Created attachment 1475929 [details] evm.log Description of problem: Cloudforms Scheduled Backup Jobs not running due to pg_basebackup wal segment being removed: ========================================= [----] E, [2018-08-14T12:14:50.589103 #2201:a2b124] ERROR -- : AwesomeSpawn: pg_basebackup exit code: 1 [----] E, [2018-08-14T12:14:50.589997 #2201:a2b124] ERROR -- : AwesomeSpawn: pg_basebackup: could not get transaction log end position from server: ERROR: requested WAL segment 000000010000021A0000002E has already been removed [----] I, [2018-08-14T12:14:51.122275 #2201:a2b124] INFO -- : MIQ(Class-disconnect) Disconnecting mount point: /tmp/miq_20180814-2201-bo19np [----] I, [2018-08-14T12:14:51.209233 #2201:a2b124] INFO -- : MIQ(Class-disconnect) Disconnecting mount point: /tmp/miq_20180814-2201-bo19np...Complete [----] E, [2018-08-14T12:14:51.210831 #2201:a2b124] ERROR -- : MIQ(MiqQueue#deliver) Message id: [11000200723726], Error: [pg_basebackup exit code: 1] [----] E, [2018-08-14T12:14:51.211679 #2201:a2b124] ERROR -- : [AwesomeSpawn::CommandResultError]: pg_basebackup exit code: 1 Method:[block in method_missing] [----] E, [2018-08-14T12:14:51.213053 #2201:a2b124] ERROR -- : /opt/rh/cfme-gemset/gems/awesome_spawn-1.4.1/lib/awesome_spawn.rb:105:in `run!' ========================================= Version-Release number of selected component (if applicable): 5.9
I think this is due to the way that we run pg_basebackup It looks like we're running this command: `pg_basebackup --username=root -x --format=t --xlog-method=fetch --pgdata=<datadir>` The issue I have with this is the --xlog-method=fetch option. I've added an excerpt from the pg_basebackup man-page here: ---------------------------------------------------- --xlog-method=method Includes the required transaction log files (WAL files) in the backup. This will include all transaction logs generated during the backup. If this option is specified, it is possible to start a postmaster directly in the extracted directory without the need to consult the log archive, thus making this a completely standalone backup. The following methods for collecting the transaction logs are supported: f fetch The transaction log files are collected at the end of the backup. Therefore, it is necessary for the wal_keep_segments parameter to be set high enough that the log is not removed before the end of the backup. If the log has been rotated when it's time to transfer it, the backup will fail and be unusable. s stream Stream the transaction log while the backup is created. This will open a second connection to the server and start streaming the transaction log in parallel while running the backup. Therefore, it will use up two connections configured by the max_wal_senders parameter. As long as the client can keep up with transaction log received, using this mode requires no extra transaction logs to be saved on the master. -------------------------------------------------- It seems like this bug is happening because we are using the "fetch" method, but not setting the wal_keep_segments parameter. Seeing as how we already use "--xlog-method=stream" for repmgr's initial sync backup[1], we should also be using it here. [1] https://github.com/ManageIQ/manageiq-appliance_console/blob/master/lib/manageiq/appliance_console/database_replication.rb#L62
https://github.com/ManageIQ/manageiq-gems-pending/pull/364 should fix this in the appliance and I also opened https://github.com/ManageIQ/container-postgresql/pull/12 to fix the same issue in the postgres container for good measure.

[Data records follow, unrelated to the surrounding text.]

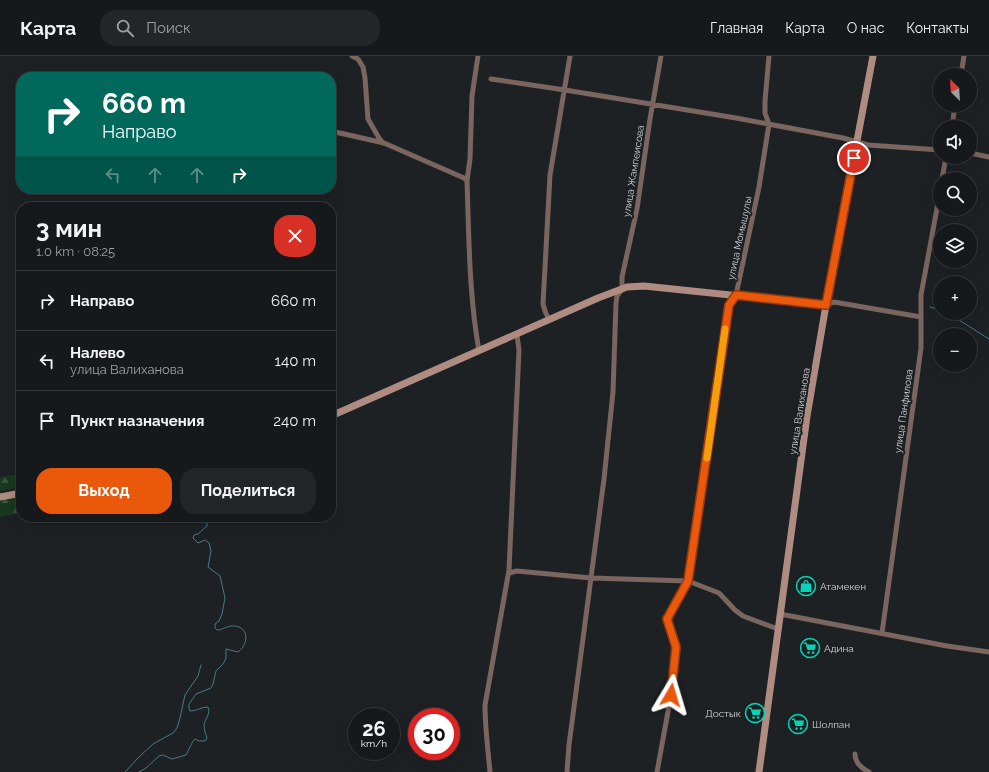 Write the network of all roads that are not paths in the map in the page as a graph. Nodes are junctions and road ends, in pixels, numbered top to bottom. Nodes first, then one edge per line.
1 (352, 56) edge
2 (478, 56) edge
3 (570, 56) edge
4 (661, 56) edge
5 (769, 56) edge
6 (873, 56) edge
7 (964, 56) edge
8 (962, 68) edge
9 (491, 79) dead end
10 (565, 90) junction
11 (652, 105) junction
12 (769, 124) junction
13 (336, 132) edge
14 (384, 143) junction
15 (857, 143) junction
16 (933, 150) edge
17 (977, 154) edge
18 (989, 157) edge
19 (467, 181) junction
20 (936, 216) edge
21 (622, 289) junction
22 (736, 295) junction
23 (826, 305) junction
24 (921, 317) junction
25 (549, 320) junction
26 (517, 335) junction
27 (479, 351) junction
28 (336, 414) edge
29 (16, 494) edge
30 (0, 497) edge
31 (509, 573) junction
32 (591, 578) junction
33 (688, 581) junction
34 (780, 614) junction
35 (778, 630) junction
36 (882, 633) junction
37 (989, 652) edge
38 (855, 754) dead end
39 (490, 772) edge
40 (567, 772) edge
41 (657, 772) edge
42 (759, 772) edge
43 (869, 772) edge

1 - 14 street
2 - 19 street
3 - 10 street
4 - 11 street, улица Жампеисова
5 - 12 street, улица Момышулы
6 - 15 main road, улица Валиханова
7 - 8 street
9 - 10 street
10 - 11 street
10 - 25 street
11 - 12 street
11 - 21 street, улица Жампеисова
12 - 15 street
12 - 22 street, улица Момышулы
13 - 14 street
14 - 19 street
15 - 16 street
15 - 23 main road, улица Валиханова
17 - 18 street
19 - 27 street
20 - 24 street, улица Панфилова
21 - 22 main road
21 - 25 main road
21 - 32 street, улица Жампеисова
22 - 23 main road
22 - 33 street, улица Момышулы
23 - 24 street
23 - 34 main road, улица Валиханова
24 - 36 street, улица Панфилова
25 - 26 main road
26 - 27 main road
26 - 31 street
27 - 28 main road
29 - 30 main road
31 - 32 street
31 - 39 street
32 - 33 street
32 - 40 street, улица Жампеисова
33 - 35 street
33 - 41 street, улица Момышулы
34 - 35 main road, улица Валиханова
34 - 36 street
35 - 42 main road, улица Валиханова
36 - 37 street
38 - 43 street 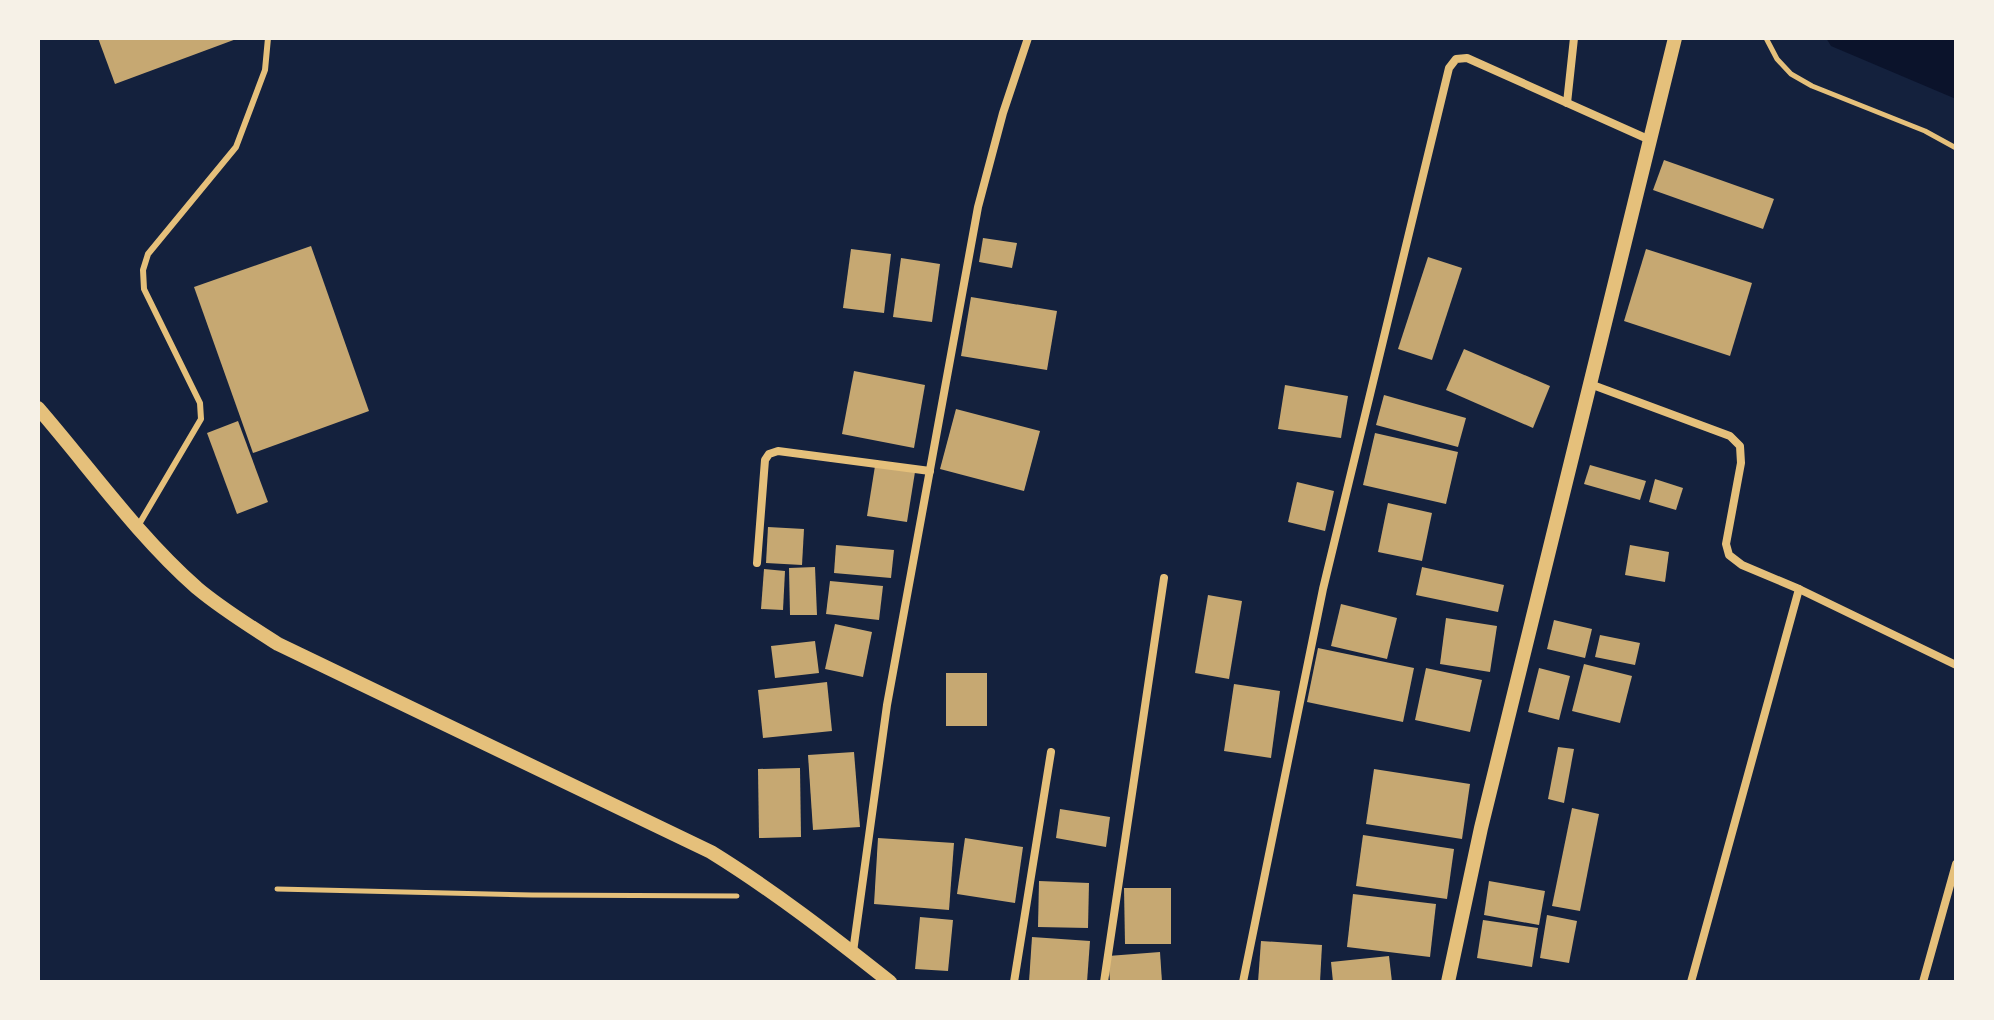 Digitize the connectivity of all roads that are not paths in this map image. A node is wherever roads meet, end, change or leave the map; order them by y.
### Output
1 (268, 38) edge
2 (1028, 38) edge
3 (1574, 38) edge
4 (1675, 38) edge
5 (1567, 103) junction
6 (1650, 140) junction
7 (1590, 384) junction
8 (38, 408) edge
9 (930, 471) junction
10 (138, 526) junction
11 (757, 563) dead end
12 (1164, 578) dead end
13 (1799, 589) junction
14 (1956, 665) edge
15 (1051, 752) dead end
16 (1956, 864) edge
17 (853, 952) junction
18 (873, 975) edge
19 (890, 982) edge
20 (1014, 982) edge
21 (1104, 982) edge
22 (1243, 982) edge
23 (1448, 982) edge
24 (1691, 982) edge
25 (1923, 982) edge

1 - 10 lane
2 - 9 street
3 - 5 street
4 - 6 street
5 - 6 street
5 - 22 street
6 - 7 street
7 - 13 street
7 - 23 street
8 - 10 street
9 - 11 street
9 - 17 street
10 - 17 street
12 - 21 street
13 - 14 street
13 - 24 street
15 - 20 street
16 - 25 street
17 - 18 street
18 - 19 street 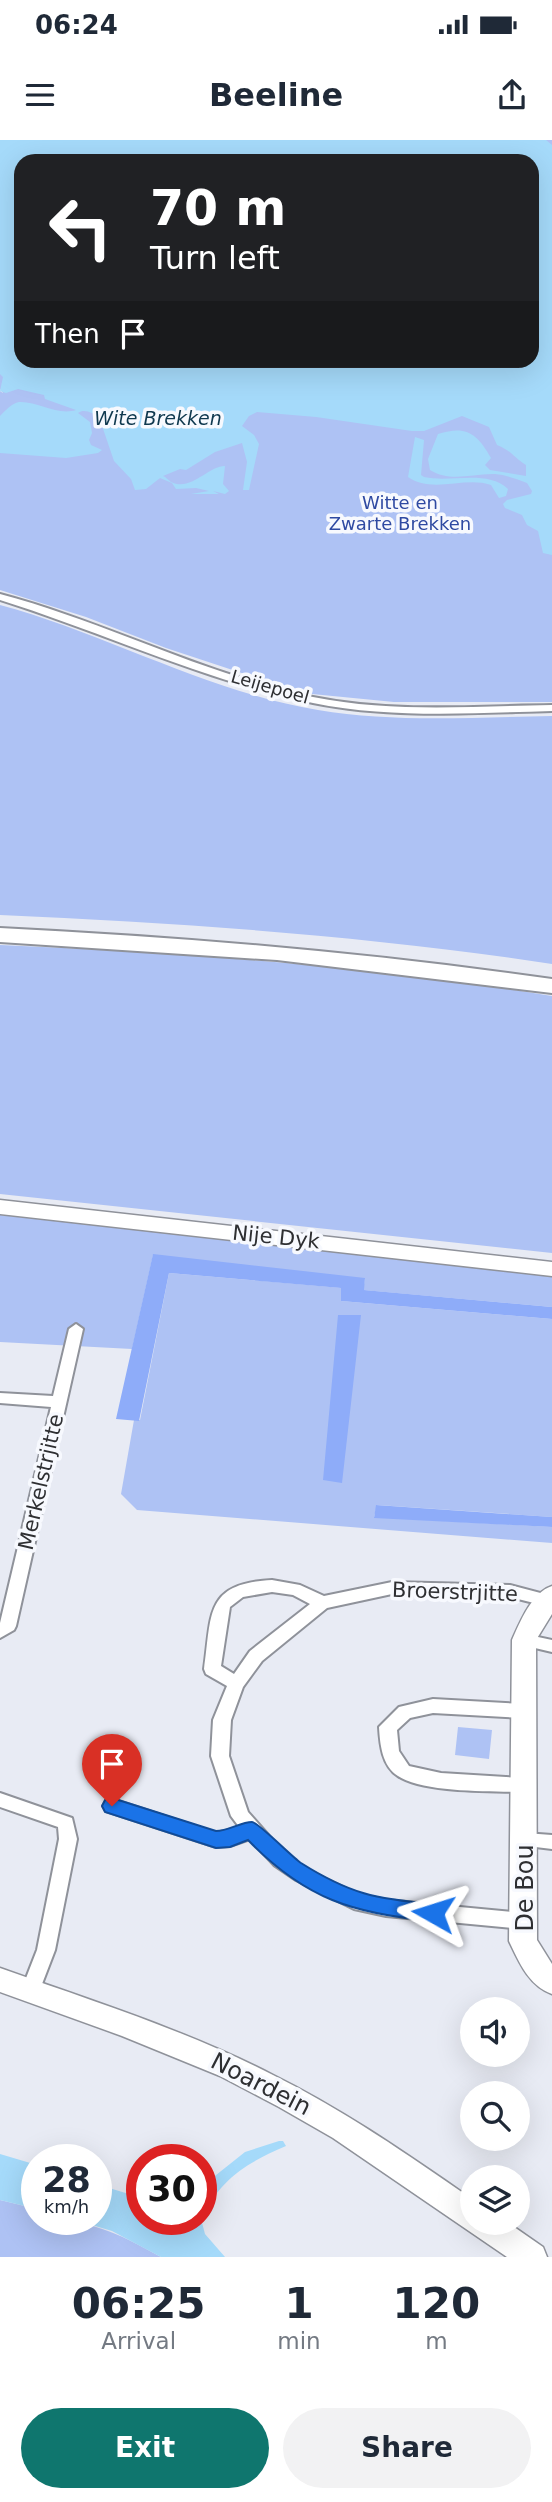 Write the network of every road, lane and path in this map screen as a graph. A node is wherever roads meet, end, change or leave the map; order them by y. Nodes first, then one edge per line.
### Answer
1 (0, 597) edge
2 (552, 708) edge
3 (0, 921) edge
4 (0, 935) edge
5 (552, 971) edge
6 (552, 986) edge
7 (0, 1207) edge
8 (552, 1269) edge
9 (76, 1329) dead end
10 (0, 1398) edge
11 (59, 1402) junction
12 (549, 1597) edge
13 (322, 1603) junction
14 (0, 1632) edge
15 (524, 1640) junction
16 (552, 1646) edge
17 (236, 1684) junction
18 (523, 1711) junction
19 (522, 1785) junction
20 (0, 1800) edge
21 (112, 1806) dead end
22 (252, 1830) junction
23 (525, 1840) junction
24 (552, 1842) edge
25 (522, 1922) junction
26 (0, 1980) edge
27 (552, 1982) edge
28 (30, 1991) junction
29 (460, 2208) edge
30 (500, 2235) edge
31 (532, 2257) edge

1 - 2 street, Leijepoel
3 - 5 highway
4 - 6 highway
7 - 8 street, Nije Dyk
9 - 11 street, Merkelstrjitte
10 - 11 street
11 - 14 street, Merkelstrjitte
12 - 13 street, Broerstrjitte
12 - 15 street, De Bou
13 - 17 street, Broerstrjitte
13 - 17 street
15 - 16 street
15 - 18 street, De Bou
17 - 22 street, Broerstrjitte
18 - 19 street, De Bou
18 - 19 street
19 - 23 street, De Bou
20 - 28 street
21 - 22 street
22 - 25 street, Broerstrjitte
23 - 24 street
23 - 25 street, De Bou
25 - 27 street, De Bou
26 - 28 street, Noardein
28 - 29 street, Noardein
30 - 31 street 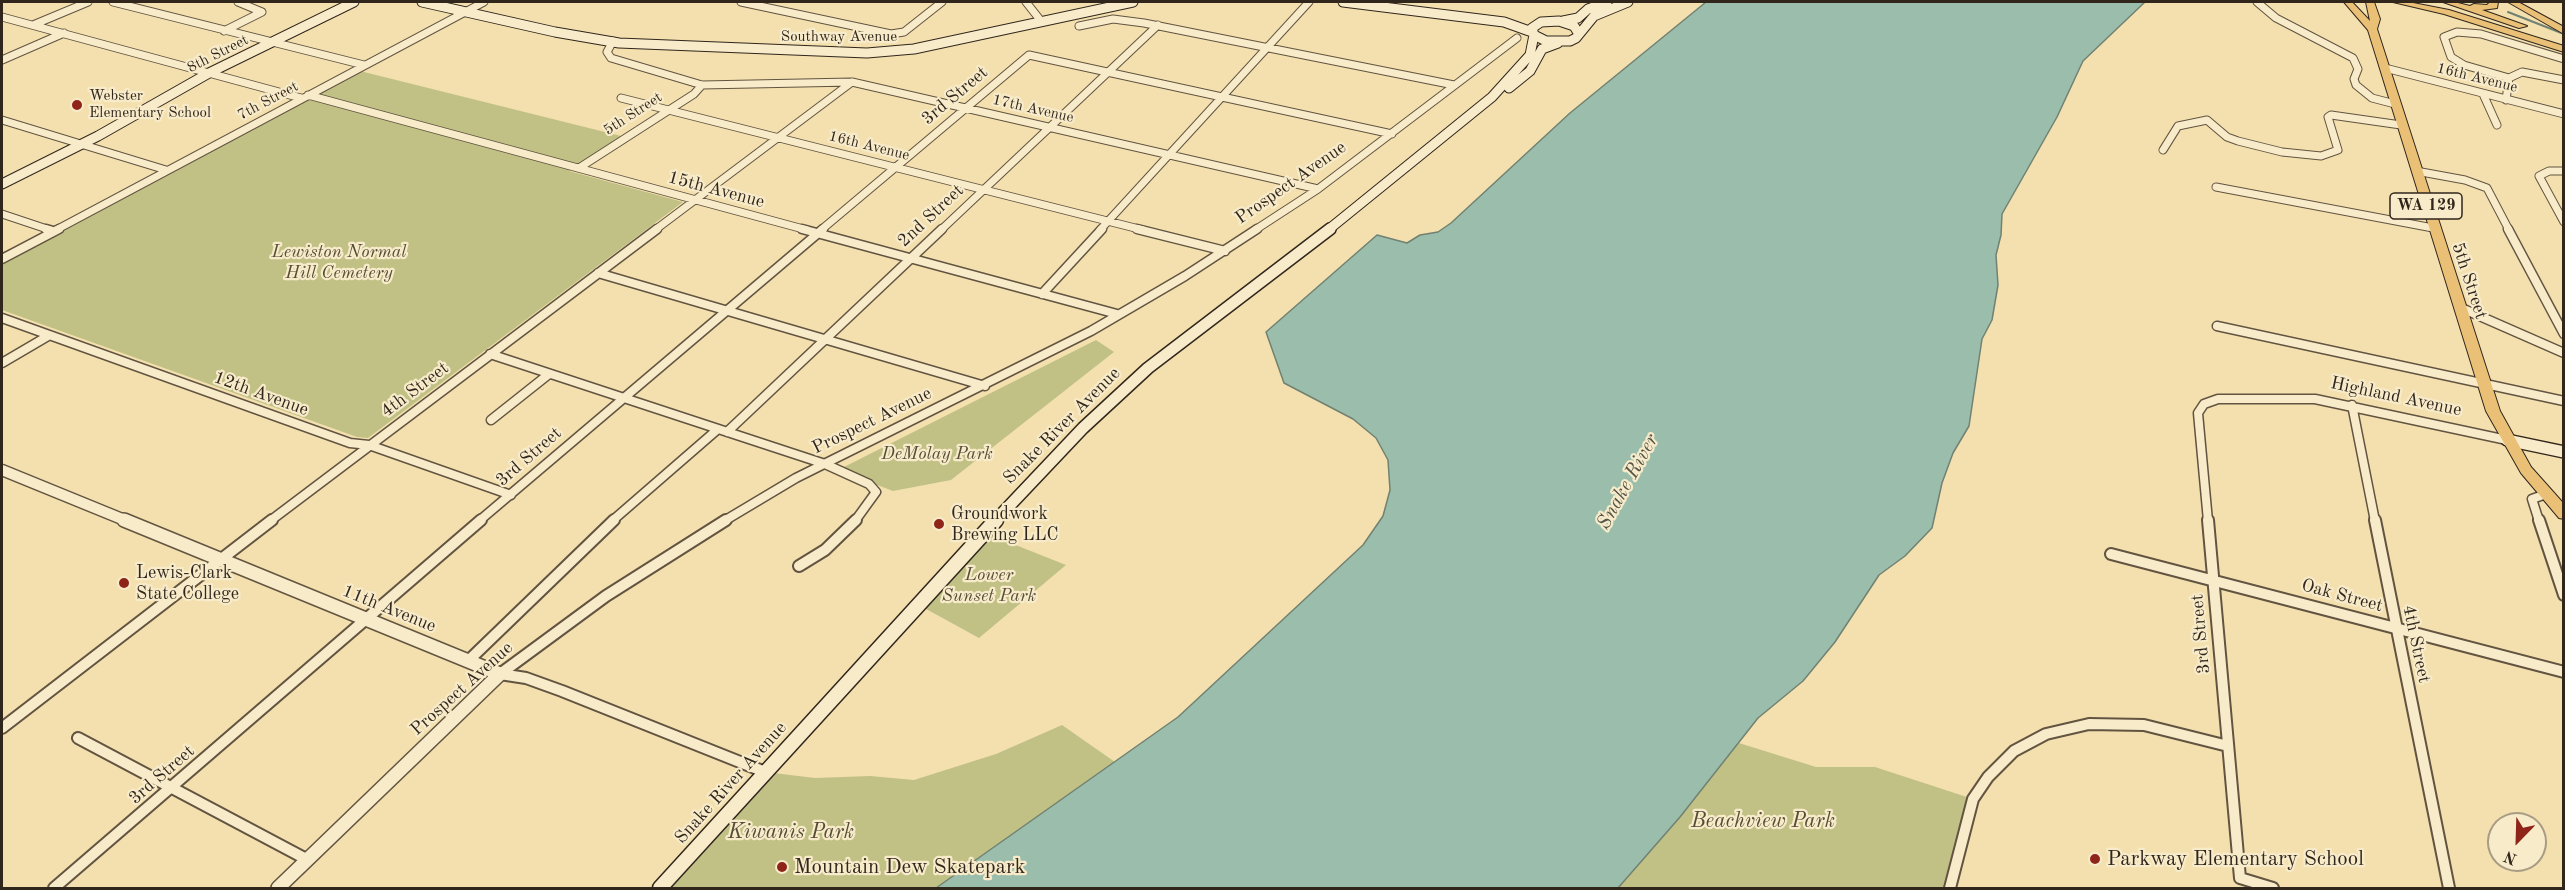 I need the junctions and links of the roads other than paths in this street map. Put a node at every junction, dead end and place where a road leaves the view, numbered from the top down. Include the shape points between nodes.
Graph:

New commit detected on ManageIQ/manageiq-gems-pending/master: https://github.com/ManageIQ/manageiq-gems-pending/commit/022d00154fbba2bbb6349c56dcb762ccac9a81fb commit 022d00154fbba2bbb6349c56dcb762ccac9a81fb Author: Nick Carboni <ncarboni> AuthorDate: Wed Aug 15 09:49:53 2018 -0400 Commit: Nick Carboni <ncarboni> CommitDate: Wed Aug 15 09:49:53 2018 -0400 Use --xlog-method=stream for pg_basebackup Previously we were using the "fetch" method which would fail if we did not set wal_keep_segments to a high enough value. We were never setting a value for wal_keep_segments so this would (infrequently) fail. https://bugzilla.redhat.com/show_bug.cgi?id=1616022 lib/gems/pending/util/postgres_admin.rb | 2 +- 1 file changed, 1 insertion(+), 1 deletion(-)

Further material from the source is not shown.